Weeping Hemlock Gets TLC
by Sally E. Bahner | Nov 26, 2012 7:30 am
Posted to: Environment
The storms of the past few years failed to destroy a magnificent weeping hemlock, a landmark tree in Branford that’s close to 150 years old.
However, Superstorm Sandy blew down a nearby apple tree, which damaged several branches of what is known as a Sargent’s weeping hemlock, so arborists came to Short Beach Road this weekend to make some repairs.
The Branford tree is designated as a Connecticut Champion tree by the Notable Trees Project, sponsored by the Connecticut Botanical Society, the Connecticut College Arboretum and the Connecticut Urban Forest Council. It’s assigned a value of 132 points, based on the addition of its circumference at 4-1/2 feet above the ground), height in feet and one-quarter of the average canopy spread in feet. The tree is 18 feet high, has a circumference of 105 inches and spread of 45 feet.
The hemlock sits in a little hollow on Short Beach Road in a rather unremarkable location. Over the weekend workers from The Care of Trees of Hamden, under contract by the town, were cleaning up a lot of its dead wood and installing cables to support branches weakened by the storm. A large scar (pictured) was apparent where a branch had been sheared off.
Nick Nutcher, (pictured) one of the two arborists clambering among the twisted branches of the tree, said the exposed areas will be treated with a horticultural oil that will suffocate the woolly adelgid, a bug that infests Hemlocks. The bug feeds by sucking the tree’s sap; it’s evidenced by little white dots. He said the tree is maintained regularly by the town, and was checked out in the last year, adding it was the second or third time he had worked on it.
Sargent’s weeping hemlocks are characterized by an umbrella-like cascade of branches. Walking underneath them is like entering into a room. (Indeed, a pile of beer cans and bottle indicated that it’s been used as such.) The trunk and branches have a gnarled, twisted appearance.

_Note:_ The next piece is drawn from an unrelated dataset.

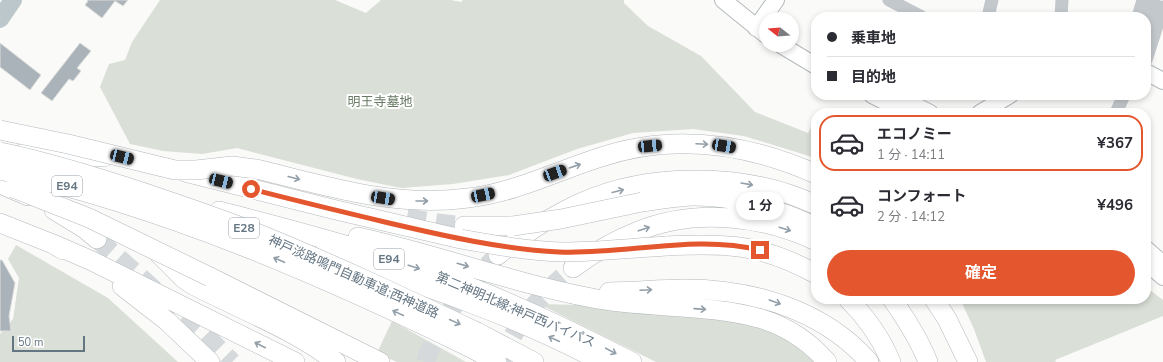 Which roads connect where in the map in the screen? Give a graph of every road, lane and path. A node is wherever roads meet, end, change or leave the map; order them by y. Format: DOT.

The hemlock wasn’t always so well cared for. An article written for The New York Times by Joan Lee Faust on Feb. 9, 1986, described it as “neglected and subject to some vandalism. Burn marks on the trunk indicate that a fire may have been set near it, and the ground underneath it is compacted.”
So, Branford doctor and plantsman Nickolas Nickou and planning and zoning member John Moss took the tree under their wings, so to speak.
John Moss, a professional horticulturalist, was a Branford man of all seasons—an early member of the Branford Land Trust and a leader in many Branford organizations, including the Branford Rotary Club, the United Way of Branford, the Branford Festival, the Academy on the Green Commission, the Young’s Pond Commission and the Branford Historical Society. He died in 2003.
He said back then: “Saving of this unusual specimen in a mini-park would be a great asset to the town, as well as the development.”
According to the Times article, “Dr. Nickou said he had been told about the tree ‘more than 20 years ago. ‘I had driven past it and was aware of its existence, but it was surrounded by briars and enormous rhododendrons and saplings of various tree species.
‘When I went in recently to examine it carefully, I found it to be of very impressive proportions. That’s when I called my friend, Gus Kelley, because I knew of his interest in conifers.’”
Augustus Kelley was a conifer enthusiast and publisher of “Dwarf Conifer Notes.” Kelley said, “Maybe if it is cleaned up and preserved, the lower branches might just sweep to the ground.”
Kelley died in 1999.
Carol Hanby’s and Dr. Nickou’s gardens at their residence on Sunset Hill Road in Branford is often open to tours. This weekend, Hanby said that they haven’t been to see the tree in several years. “We’re proud of it,” she said. “We have one in our yard. People need to see it.”
Also cited in the Times article was was Peter Del Tredici of the Arnold Arboretum of Harvard University in Boston, Mass., who said such trees were popular during the Victorian era. He said the Sargent’s weeping hemlock is long lived and “gets more beautiful over time.”
According to the article: “The original weeping hemlocks can be traced to wild seedlings found more than 100 years ago in the vicinity of what is now Beacon, N.Y. The weeping for was named for Henry Winthrop Sargent, who was the first to introduce the tree to horticulture.”
In 1986, Dr. Nickou (who is now 91) said there’s something of a mystery to the tree and wondered “who was interested enough in plants, over 100 years ago, to procure a relatively unknown variety, which was unique even in those days.”
At the time of the article, the property, formerly a farm, was owned by Wendell Rice, a local developer, who said he intended to preserve the tree in an open area with public access to it.”
Subsequently the land was turned into a subdivision and the tree stands in a protected area just off the road.
And its branches do indeed sweep to the ground.